The core capabilities are being complemented by integrated functions offered in a new Marketo ABM ecosystem. Initial members include AdRoll, Bluewolf, Digital Pi, Dun & Bradstreet, Elixiter, EverString, Fathom, InsideView, LeadMD, Owler, Perkuto and PFL.
“We’re not claiming we’re providing all of [needed] ABM capabilities,” Vice President of Product Marketing Mike Telem told me, adding that the platform probably offers 90 percent or more of what an ABM marketer might need at the beginning. If the marketer wants data enrichment solutions, for instance, they can add Dun & Bradstreet.
Telem noted that, previously, Marketo offered its Web ABM, built on its acquisition in 2013 of Insightera. It was originally intended to be part of Marketo’s real-time web personalization capabilities but became a separate product. Web ABM, he said, was limited to websites, although it offered some ad capabilities and was “the equivalent of [ABM targeting platform] Demandbase.”

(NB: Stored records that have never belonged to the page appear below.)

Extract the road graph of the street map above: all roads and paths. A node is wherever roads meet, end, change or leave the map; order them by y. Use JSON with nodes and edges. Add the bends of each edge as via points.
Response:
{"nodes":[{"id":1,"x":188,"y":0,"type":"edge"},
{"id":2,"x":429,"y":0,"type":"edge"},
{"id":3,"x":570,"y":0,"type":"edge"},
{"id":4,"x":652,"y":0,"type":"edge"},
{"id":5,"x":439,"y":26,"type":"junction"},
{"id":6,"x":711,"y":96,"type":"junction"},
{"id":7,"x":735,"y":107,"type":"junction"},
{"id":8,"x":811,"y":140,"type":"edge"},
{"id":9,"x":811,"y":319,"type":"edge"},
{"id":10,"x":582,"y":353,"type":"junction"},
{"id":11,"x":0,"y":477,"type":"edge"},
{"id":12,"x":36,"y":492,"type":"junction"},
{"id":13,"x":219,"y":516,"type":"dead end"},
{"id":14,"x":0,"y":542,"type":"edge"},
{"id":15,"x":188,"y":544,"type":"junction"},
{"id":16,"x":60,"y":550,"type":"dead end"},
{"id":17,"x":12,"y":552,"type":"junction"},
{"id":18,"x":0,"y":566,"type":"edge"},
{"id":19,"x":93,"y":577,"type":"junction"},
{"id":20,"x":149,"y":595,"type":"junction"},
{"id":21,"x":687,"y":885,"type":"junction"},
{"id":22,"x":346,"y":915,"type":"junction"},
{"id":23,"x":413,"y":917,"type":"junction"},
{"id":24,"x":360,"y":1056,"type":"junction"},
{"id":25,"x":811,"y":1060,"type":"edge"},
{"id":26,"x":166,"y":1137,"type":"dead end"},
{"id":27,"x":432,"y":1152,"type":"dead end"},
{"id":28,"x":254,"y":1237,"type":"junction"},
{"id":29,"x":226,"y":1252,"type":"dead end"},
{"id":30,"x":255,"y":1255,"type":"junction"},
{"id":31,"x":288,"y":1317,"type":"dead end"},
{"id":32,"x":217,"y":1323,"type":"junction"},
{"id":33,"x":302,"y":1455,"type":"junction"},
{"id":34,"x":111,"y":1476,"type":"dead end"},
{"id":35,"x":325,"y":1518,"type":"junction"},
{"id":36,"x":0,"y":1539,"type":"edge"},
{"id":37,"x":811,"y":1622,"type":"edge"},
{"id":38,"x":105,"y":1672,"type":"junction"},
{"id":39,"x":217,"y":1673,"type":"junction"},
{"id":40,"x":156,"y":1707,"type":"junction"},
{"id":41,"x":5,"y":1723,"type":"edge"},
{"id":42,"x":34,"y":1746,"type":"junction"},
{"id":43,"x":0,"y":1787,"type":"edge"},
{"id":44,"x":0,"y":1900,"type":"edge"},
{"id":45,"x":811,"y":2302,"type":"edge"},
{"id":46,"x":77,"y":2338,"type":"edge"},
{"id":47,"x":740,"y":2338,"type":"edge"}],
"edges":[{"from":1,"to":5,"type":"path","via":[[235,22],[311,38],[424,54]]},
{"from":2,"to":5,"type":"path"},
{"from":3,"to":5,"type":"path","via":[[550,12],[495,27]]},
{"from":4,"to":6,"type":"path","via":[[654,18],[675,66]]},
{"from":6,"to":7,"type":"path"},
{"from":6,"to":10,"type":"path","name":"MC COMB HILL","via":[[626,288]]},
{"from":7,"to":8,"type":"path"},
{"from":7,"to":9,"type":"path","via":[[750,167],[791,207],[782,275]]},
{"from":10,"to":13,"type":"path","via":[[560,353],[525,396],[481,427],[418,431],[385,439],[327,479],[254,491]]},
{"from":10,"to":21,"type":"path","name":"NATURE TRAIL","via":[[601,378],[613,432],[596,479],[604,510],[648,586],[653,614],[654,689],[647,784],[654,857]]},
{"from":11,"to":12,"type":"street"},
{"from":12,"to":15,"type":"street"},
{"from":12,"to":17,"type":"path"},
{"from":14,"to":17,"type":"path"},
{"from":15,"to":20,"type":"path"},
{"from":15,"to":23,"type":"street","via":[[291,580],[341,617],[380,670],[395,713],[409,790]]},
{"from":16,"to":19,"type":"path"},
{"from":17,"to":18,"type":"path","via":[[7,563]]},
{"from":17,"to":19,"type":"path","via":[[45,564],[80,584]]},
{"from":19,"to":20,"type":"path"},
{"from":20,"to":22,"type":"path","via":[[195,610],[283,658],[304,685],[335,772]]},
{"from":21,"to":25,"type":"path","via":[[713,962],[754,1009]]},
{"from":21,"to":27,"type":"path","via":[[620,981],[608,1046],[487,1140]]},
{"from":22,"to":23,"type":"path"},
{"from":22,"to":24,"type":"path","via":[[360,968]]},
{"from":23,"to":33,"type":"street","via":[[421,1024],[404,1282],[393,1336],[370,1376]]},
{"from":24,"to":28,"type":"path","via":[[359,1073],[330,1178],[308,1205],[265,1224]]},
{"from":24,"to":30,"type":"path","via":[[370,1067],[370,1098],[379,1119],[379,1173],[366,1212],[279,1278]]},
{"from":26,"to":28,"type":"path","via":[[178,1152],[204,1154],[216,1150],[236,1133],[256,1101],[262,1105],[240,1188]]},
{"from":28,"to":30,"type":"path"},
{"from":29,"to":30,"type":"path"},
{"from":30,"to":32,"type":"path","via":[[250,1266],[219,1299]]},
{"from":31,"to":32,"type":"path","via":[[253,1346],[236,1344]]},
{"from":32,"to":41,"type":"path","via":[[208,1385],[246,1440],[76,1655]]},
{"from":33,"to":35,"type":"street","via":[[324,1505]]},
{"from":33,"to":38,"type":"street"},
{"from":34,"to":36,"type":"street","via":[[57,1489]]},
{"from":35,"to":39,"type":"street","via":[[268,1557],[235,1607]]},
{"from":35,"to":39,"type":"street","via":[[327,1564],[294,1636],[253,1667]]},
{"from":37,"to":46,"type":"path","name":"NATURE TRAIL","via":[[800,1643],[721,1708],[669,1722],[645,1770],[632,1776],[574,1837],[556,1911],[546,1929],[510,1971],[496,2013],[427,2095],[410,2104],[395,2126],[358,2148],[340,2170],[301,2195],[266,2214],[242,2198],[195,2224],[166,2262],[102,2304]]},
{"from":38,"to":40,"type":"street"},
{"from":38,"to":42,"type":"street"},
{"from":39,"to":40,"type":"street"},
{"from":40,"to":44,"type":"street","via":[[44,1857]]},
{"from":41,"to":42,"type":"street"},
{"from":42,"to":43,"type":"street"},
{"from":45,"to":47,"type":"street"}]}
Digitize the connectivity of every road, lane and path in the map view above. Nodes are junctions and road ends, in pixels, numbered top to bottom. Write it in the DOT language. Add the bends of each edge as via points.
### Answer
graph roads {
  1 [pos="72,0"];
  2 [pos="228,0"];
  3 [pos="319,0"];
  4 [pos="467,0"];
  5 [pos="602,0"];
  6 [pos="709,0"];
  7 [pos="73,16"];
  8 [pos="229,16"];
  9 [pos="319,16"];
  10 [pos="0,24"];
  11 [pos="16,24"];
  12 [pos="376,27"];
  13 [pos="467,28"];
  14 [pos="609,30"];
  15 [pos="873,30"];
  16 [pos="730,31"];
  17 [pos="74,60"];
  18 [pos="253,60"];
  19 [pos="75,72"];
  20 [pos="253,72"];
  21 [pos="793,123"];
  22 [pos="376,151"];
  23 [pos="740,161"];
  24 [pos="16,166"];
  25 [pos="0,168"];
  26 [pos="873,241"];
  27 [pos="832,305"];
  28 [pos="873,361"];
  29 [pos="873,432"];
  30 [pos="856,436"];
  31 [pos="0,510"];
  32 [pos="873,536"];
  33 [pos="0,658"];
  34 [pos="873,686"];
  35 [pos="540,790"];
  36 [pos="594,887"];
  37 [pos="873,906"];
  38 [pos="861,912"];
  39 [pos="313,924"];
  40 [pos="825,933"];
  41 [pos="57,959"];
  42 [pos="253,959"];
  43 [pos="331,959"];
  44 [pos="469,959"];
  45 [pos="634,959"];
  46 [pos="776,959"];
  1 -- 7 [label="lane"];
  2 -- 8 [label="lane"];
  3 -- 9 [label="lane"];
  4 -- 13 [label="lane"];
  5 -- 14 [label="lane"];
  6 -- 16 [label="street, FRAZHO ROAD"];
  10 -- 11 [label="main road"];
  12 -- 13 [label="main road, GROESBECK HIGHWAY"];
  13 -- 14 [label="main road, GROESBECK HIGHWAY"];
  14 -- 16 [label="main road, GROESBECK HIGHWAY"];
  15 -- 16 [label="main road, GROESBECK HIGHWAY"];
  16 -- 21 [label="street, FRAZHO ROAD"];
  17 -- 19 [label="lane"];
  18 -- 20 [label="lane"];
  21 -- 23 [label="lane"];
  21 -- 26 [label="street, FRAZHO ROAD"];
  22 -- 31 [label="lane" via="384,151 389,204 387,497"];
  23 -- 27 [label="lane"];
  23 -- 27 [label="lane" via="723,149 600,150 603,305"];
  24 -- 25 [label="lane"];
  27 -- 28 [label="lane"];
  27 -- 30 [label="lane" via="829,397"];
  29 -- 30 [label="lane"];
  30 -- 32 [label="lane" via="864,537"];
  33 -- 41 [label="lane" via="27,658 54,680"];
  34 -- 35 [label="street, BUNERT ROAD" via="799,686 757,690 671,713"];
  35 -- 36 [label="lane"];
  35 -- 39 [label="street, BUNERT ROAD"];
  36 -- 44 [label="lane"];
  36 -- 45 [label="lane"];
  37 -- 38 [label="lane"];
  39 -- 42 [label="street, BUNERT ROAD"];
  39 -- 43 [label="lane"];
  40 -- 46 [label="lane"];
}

By contrast, he said, the new ABM native capabilities were built “from the ground up,” and Web ABM has now become its web channel.
New functions include targeting and messaging by account, engaging decision makers across channels, and measuring impact by account.
Previously, he said, Marketo couldn’t orchestrate a cross-channel campaign for accounts and didn’t have the ability to link a person to an account automatically. That linkage is now made via domain names, IP matching, location and other attributes.
Marketo is also treating accounts as an object in its system so an account can be scored as a lead might, based on engagement, profile and other factors. Predictive scoring can be added via integration with an outside provider.
Treating an account as an object, he said, is typically in ABM-oriented point solutions but not in Marketo’s major marketing platform competitors. It permits an account dimension, so that attributes and data can be added and exported as an account.
Among major competitors, Telem noted that Oracle’s Eloqua offers ABM capabilities largely through an integration with Demandbase, and Salesforce’s Pardot “doesn’t have that much ABM.”
“Demandbase plus Eloqua is a decent comparison to what we’re doing,” he said, except Marketo’s is offered natively.
I asked Telem why ABM has become such a hot area in recent months. He replied that it was partly because the technology has evolved to the point where ABM can be better managed. But, he added, it’s also because marketers have “gotten good at marketing at scale,” and the analytics are showing that account orientation offers a new level of opportunities.